Although management is currently evaluating the impact, if any, of this
interpretation, management does not presently believe it will have a material
impact on the Company's results of operations, financial position or liquidity.



                                      -24-
<PAGE>   25
YEAR 2000 COMPLIANCE

         Prior to January 1, 2000, there was a great deal of concern regarding
the ability of computers to adequately recognize 21st century dates from 20th
century dates due to the two-digit date fields used by many systems. Most
reports to date, however, are that computer systems are functioning normally and
the compliance and remediation work accomplished leading up to 2000 was
effective to prevent any problems. Computer experts have warned that there may
still be residual consequences of the change in centuries and any such
difficulties could result in a decrease in sales of our products, an increase in
allocation of resources to address Year 2000 problems of our customers without
additional revenue commensurate with such dedication of resources, or an
increase in litigation costs relating to losses suffered by our customers due to
such Year 2000 problems.

ITEM 3. QUANTITATIVE AND QUALITATIVE DISCLOSURES ABOUT MARKET RISK

         Our products and services are primarily developed in the United States
and marketed in North America, and to a lesser extent in Europe and Asia/Pacific
regions. As a result, our financial results could be affected by changes in
foreign currency exchange rates or weak economic conditions in foreign markets.
Because all of our revenues are currently denominated in U.S. dollars, a
strengthening of the U.S. dollar could make our Linux products less competitive
in foreign markets.

         Our German subsidiary, Caldera Deutschland, GmbH, performs research and
development activities for us. This subsidiary is currently our only foreign
operation. To date, foreign currency fluctuations have had little effect on our
business because only our German subsidiary's contracts, payables and
receivables are denominated in a foreign currency. As of July 31, 2000, the
assets of Caldera Deutschland were approximately $840,000. All other
transactions of our business are denominated in the U.S. dollar. As time passes
and as management sees fit, more transactions in Europe and Asia may be
denominated in local currencies. As we expand operations in Europe and Asia, we
will continue to evaluate our foreign currency exposures and risks and develop
appropriate hedging or other strategies to manage those risks. We have not
revised our current business practices or modified any of our products to
conform to Europe's conversion to the euro. Additionally, we have not engaged in
any foreign currency hedging activities.

         The primary objective of our cash management strategy is to invest
available funds in a manner that assures maximum safety and liquidity and
maximizes yield within such constraints. A portion of the securities that we
invest in may be subject to market risk, which means that a change in prevailing
rates or market conditions may adversely affect the principal amount of the
investment. To minimize this risk, we will invest in a broad range of short-term
fixed income securities with varying maturities. As of July 31, 2000, we have
invested in money market instruments, tax-exempt municipal funds, notes, and
bonds, and US government security backed instruments. The company does not
borrow money for short-term investment purposes.

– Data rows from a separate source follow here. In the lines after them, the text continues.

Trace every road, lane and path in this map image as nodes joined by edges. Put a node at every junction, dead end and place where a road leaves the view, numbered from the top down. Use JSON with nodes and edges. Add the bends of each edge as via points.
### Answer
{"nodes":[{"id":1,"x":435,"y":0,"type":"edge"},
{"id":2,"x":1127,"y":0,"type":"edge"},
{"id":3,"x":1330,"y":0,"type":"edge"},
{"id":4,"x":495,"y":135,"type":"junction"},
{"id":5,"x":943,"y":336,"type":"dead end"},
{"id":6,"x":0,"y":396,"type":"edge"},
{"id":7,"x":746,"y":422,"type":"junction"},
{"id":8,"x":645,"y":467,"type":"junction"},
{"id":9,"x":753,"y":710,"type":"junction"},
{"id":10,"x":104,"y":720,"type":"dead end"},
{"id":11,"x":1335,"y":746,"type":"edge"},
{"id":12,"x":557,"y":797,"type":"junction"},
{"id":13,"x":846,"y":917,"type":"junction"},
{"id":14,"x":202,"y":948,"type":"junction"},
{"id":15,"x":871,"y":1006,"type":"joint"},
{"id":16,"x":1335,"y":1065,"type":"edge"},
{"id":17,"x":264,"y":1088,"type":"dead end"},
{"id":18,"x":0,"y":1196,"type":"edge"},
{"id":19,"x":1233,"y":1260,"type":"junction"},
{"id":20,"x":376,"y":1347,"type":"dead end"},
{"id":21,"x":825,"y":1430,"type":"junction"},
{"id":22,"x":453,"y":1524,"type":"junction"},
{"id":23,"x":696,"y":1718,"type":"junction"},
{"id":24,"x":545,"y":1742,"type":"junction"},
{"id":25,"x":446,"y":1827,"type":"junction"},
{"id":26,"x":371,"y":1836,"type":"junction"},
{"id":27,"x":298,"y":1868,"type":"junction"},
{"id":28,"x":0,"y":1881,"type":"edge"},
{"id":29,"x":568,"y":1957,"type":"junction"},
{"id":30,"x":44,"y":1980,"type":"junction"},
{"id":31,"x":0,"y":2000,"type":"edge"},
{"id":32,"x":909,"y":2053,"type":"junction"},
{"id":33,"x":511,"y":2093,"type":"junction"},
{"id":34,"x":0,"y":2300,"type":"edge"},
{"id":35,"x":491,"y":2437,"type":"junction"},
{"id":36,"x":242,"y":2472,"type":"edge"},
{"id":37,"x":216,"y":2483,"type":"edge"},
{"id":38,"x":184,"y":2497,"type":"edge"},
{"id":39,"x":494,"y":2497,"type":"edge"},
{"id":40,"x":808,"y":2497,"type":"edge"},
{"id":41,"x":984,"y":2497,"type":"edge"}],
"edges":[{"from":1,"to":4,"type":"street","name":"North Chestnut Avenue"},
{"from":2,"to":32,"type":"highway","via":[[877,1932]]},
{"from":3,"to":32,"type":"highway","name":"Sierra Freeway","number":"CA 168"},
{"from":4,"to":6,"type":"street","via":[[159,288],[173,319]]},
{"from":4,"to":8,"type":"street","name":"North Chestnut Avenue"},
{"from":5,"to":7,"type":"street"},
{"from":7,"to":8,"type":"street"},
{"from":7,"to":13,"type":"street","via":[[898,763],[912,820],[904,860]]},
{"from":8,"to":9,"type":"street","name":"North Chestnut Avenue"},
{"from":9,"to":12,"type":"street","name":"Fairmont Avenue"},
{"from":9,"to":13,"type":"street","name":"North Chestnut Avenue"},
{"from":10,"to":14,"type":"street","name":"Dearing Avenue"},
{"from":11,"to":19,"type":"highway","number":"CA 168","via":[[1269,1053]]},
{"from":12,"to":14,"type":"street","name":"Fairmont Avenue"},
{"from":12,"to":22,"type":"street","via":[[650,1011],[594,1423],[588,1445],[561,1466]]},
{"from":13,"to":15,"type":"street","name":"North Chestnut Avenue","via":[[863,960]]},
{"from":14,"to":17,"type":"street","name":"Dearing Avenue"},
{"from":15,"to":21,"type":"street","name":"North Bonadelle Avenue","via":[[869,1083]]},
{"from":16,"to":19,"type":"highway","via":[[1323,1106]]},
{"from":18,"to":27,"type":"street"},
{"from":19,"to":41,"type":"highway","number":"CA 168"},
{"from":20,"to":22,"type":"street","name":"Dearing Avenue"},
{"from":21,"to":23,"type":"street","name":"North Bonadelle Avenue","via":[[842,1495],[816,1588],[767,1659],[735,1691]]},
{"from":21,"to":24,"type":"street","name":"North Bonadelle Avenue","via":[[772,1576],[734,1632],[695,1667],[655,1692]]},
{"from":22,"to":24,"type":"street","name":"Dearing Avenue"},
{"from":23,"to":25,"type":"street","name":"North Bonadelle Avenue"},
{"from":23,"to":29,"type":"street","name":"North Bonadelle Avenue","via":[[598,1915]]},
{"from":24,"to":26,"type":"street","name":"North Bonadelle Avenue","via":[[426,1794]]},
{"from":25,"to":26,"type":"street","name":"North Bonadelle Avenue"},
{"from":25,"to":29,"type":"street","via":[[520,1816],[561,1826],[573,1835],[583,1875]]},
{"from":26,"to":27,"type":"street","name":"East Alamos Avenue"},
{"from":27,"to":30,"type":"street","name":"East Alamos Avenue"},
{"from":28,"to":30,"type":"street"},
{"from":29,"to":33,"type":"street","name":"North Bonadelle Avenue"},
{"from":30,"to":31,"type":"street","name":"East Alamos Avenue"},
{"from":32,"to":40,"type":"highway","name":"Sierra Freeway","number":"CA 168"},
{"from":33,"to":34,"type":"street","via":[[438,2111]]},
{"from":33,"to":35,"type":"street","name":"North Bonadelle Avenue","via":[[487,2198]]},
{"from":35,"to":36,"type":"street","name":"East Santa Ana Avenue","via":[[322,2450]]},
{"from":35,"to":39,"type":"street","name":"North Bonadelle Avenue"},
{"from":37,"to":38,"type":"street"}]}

                                      -25-
<PAGE>   26
RISK FACTORS

                         RISKS RELATED TO OUR OPERATIONS


WE HAVE A LIMITED OPERATING HISTORY.

         Although we began operations in 1994, during the past 18 months we have
substantially revised our business plan to focus on Linux for eBusiness, made
additions to our product line and hired a significant number of new employees,
including key members of our management team. We recently developed and released
our server product, eServer. Our historical sales have been primarily from our
OpenLinux products, including OpenLinux 2.3 (renamed eDesktop because of its
focus on the desktop environment), which were historically developed for
first-time Linux users who predominantly have experience using Windows desktop
environments. As a company in a new and rapidly evolving industry, we face risks
and uncertainties relating to our ability to successfully implement our
strategy. You must consider the risks, expenses and uncertainties that a company
like ours, operating with an unproven business model, faces in a new and rapidly
evolving market such as the market for Linux software. These risks also include
our ability to:

    - broaden awareness of the Caldera Systems brand;

    - maintain our current, and develop new, strategic relationships with
      technology partners and solutions providers;

    - attract, integrate and retain qualified management personnel;

    - attract, integrate and retain qualified personnel for the expansion of our
      sales, professional services, engineering, marketing and customer support
      organizations;

    - continue to develop and upgrade product offerings tailored for business;

    - respond effectively to competitive pressures; and

    - generate revenues from the sale of our software products, services,
      education programs and training.

         If we cannot address these risks and uncertainties or are unable to
execute our strategy, we may not be successful.

WE HAVE NOT BEEN PROFITABLE AND WE EXPECT OUR LOSSES TO CONTINUE.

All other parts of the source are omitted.